EXERCISE ▸ How many lines of the entries below contain the string "Emre"? State the number alone.

SUPPLIED INFORMATION ▸
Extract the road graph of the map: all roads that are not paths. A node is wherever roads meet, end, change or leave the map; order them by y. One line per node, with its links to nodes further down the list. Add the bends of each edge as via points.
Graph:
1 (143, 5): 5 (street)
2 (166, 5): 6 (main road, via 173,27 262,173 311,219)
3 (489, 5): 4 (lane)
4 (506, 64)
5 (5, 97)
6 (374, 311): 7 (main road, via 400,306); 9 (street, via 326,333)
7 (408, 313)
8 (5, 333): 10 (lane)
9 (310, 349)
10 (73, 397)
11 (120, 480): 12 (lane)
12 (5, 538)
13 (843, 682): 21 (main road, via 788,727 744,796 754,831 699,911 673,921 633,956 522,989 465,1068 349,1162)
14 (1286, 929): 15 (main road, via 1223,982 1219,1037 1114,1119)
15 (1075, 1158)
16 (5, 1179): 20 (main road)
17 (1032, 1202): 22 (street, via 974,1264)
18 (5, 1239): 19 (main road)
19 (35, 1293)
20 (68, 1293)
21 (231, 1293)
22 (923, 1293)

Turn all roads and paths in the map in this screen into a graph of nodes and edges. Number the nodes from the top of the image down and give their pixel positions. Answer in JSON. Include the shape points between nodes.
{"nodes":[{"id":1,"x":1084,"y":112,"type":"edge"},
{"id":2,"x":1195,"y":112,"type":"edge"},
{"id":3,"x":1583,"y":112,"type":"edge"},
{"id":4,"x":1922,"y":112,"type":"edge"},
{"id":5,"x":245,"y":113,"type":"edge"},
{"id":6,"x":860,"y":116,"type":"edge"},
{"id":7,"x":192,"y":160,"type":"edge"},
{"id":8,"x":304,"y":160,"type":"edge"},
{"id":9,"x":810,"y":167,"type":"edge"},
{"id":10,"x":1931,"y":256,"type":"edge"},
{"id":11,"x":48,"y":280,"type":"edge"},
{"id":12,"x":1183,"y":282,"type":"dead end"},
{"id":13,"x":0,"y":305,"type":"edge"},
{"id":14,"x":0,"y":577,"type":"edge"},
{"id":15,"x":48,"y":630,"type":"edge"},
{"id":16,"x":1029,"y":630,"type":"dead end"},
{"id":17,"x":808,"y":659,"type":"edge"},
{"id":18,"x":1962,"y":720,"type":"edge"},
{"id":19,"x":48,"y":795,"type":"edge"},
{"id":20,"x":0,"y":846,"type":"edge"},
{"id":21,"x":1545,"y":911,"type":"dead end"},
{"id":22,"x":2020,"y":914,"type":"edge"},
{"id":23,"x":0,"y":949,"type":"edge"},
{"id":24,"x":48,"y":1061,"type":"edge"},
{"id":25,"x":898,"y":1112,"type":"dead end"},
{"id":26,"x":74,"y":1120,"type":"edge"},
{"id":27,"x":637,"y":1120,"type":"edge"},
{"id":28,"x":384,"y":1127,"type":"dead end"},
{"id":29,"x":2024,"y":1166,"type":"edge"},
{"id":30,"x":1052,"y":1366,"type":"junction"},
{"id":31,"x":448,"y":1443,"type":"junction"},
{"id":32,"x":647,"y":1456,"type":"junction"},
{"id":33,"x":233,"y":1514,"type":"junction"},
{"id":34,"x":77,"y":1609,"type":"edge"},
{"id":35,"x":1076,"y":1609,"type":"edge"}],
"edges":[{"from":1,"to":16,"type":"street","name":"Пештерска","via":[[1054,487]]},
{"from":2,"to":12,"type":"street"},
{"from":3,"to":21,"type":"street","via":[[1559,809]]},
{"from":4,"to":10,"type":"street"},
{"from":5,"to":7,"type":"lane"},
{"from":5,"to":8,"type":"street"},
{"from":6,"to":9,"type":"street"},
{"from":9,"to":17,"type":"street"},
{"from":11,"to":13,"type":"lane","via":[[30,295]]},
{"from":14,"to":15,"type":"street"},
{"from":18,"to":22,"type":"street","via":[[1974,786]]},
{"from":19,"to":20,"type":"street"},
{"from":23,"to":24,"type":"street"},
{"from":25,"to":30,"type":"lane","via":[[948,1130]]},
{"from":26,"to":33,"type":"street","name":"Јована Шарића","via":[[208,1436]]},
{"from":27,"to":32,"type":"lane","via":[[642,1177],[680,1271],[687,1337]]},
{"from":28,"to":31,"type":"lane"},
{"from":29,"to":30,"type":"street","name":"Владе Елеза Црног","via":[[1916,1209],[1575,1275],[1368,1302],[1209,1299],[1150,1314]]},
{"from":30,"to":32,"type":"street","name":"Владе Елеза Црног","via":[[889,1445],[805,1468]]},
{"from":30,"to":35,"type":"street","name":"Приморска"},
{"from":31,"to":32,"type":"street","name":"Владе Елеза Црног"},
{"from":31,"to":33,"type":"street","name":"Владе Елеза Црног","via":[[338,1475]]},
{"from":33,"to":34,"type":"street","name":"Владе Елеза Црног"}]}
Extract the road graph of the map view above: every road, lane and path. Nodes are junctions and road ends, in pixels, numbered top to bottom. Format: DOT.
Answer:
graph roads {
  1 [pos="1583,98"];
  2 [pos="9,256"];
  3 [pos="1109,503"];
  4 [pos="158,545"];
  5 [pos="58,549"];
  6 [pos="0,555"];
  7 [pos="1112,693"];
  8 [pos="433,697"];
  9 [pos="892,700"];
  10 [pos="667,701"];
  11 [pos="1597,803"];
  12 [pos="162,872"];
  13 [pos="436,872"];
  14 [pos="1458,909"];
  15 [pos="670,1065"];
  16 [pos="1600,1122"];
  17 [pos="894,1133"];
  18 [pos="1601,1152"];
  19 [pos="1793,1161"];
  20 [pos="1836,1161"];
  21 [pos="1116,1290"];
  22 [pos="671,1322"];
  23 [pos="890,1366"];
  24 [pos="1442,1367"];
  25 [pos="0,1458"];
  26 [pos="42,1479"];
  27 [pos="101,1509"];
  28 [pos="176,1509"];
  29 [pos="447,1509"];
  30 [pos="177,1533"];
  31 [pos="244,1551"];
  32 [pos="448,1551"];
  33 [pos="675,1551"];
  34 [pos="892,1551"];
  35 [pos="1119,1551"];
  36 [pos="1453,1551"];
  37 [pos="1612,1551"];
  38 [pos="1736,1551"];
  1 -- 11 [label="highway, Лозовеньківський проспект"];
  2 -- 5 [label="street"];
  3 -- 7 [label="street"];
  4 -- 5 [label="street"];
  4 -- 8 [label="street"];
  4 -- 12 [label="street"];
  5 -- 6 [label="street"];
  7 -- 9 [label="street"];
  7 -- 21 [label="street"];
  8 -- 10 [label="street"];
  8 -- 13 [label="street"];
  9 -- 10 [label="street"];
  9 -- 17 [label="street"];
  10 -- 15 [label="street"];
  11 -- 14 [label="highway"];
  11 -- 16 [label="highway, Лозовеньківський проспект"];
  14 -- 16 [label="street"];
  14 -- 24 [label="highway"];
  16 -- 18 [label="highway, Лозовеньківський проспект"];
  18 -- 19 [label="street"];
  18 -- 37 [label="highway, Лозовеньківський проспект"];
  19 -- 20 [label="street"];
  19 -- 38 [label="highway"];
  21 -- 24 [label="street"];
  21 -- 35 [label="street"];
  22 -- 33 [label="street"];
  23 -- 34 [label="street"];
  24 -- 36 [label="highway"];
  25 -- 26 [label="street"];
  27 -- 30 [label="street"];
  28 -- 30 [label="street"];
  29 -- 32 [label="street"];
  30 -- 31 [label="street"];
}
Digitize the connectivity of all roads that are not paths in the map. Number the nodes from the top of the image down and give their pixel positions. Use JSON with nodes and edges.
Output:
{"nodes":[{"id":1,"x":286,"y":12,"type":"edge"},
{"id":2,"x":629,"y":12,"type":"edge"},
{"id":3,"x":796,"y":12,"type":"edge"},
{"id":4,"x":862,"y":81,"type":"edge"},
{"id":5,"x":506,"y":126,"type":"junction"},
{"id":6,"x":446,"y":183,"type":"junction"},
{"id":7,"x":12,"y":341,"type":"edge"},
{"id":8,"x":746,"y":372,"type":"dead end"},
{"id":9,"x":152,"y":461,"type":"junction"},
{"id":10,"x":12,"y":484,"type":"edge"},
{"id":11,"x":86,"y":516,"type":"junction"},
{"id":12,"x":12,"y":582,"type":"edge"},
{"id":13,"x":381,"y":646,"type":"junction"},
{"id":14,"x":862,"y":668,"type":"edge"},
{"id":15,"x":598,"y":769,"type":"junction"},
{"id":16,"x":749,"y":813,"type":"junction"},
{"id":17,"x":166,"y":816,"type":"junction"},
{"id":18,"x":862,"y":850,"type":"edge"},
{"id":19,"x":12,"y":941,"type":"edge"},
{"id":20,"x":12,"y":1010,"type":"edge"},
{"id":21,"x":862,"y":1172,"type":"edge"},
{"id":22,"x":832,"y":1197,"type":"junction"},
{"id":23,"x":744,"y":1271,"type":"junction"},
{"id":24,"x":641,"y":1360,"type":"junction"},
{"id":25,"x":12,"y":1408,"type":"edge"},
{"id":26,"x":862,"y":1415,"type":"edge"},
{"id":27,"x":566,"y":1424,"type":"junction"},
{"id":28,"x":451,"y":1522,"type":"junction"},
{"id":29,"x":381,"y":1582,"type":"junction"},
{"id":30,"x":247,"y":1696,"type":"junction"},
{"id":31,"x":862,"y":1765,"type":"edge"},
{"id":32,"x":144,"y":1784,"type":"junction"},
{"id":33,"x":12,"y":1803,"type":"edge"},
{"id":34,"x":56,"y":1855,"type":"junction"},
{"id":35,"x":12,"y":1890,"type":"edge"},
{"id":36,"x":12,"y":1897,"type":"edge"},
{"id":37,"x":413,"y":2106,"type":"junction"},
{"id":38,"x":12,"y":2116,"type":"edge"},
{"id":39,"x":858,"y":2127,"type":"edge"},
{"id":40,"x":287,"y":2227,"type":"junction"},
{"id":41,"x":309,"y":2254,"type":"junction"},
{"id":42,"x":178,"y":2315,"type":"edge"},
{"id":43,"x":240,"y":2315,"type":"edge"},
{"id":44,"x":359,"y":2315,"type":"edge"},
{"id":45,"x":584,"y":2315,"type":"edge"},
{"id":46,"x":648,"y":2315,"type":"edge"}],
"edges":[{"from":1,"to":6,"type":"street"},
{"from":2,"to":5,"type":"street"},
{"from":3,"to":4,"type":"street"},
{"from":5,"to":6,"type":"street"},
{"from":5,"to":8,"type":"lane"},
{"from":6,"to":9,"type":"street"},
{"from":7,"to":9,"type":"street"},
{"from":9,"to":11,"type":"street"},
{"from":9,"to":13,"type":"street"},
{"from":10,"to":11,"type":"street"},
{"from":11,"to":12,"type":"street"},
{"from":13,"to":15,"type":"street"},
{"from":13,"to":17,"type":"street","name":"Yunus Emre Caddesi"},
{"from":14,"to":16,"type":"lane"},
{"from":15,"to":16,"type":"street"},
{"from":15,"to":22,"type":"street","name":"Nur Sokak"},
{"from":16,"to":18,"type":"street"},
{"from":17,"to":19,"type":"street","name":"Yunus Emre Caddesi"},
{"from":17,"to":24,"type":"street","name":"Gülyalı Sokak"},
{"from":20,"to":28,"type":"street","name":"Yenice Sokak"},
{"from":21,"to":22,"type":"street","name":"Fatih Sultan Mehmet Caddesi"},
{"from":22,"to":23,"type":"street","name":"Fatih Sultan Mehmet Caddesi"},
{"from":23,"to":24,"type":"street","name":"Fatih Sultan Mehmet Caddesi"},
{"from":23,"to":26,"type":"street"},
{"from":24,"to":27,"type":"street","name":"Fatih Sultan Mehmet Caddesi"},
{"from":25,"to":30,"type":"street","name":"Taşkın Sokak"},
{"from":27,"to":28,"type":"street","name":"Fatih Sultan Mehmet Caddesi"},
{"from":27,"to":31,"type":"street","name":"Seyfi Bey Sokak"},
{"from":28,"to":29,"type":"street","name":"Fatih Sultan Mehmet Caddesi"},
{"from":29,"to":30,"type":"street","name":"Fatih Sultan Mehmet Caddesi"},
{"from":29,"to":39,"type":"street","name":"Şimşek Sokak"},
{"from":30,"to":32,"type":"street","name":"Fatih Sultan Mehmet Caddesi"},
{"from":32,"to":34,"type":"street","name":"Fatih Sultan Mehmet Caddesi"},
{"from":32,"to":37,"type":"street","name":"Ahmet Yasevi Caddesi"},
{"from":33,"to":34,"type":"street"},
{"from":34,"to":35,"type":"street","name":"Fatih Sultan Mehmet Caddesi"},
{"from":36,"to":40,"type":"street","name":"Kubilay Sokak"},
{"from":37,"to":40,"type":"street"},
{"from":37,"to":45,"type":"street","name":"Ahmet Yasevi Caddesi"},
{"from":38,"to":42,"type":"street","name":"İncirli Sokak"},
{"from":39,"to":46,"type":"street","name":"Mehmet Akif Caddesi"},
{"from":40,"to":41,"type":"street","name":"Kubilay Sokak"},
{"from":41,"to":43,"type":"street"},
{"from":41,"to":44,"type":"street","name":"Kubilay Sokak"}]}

OUTPUT FOR THIS TASK ▸ 2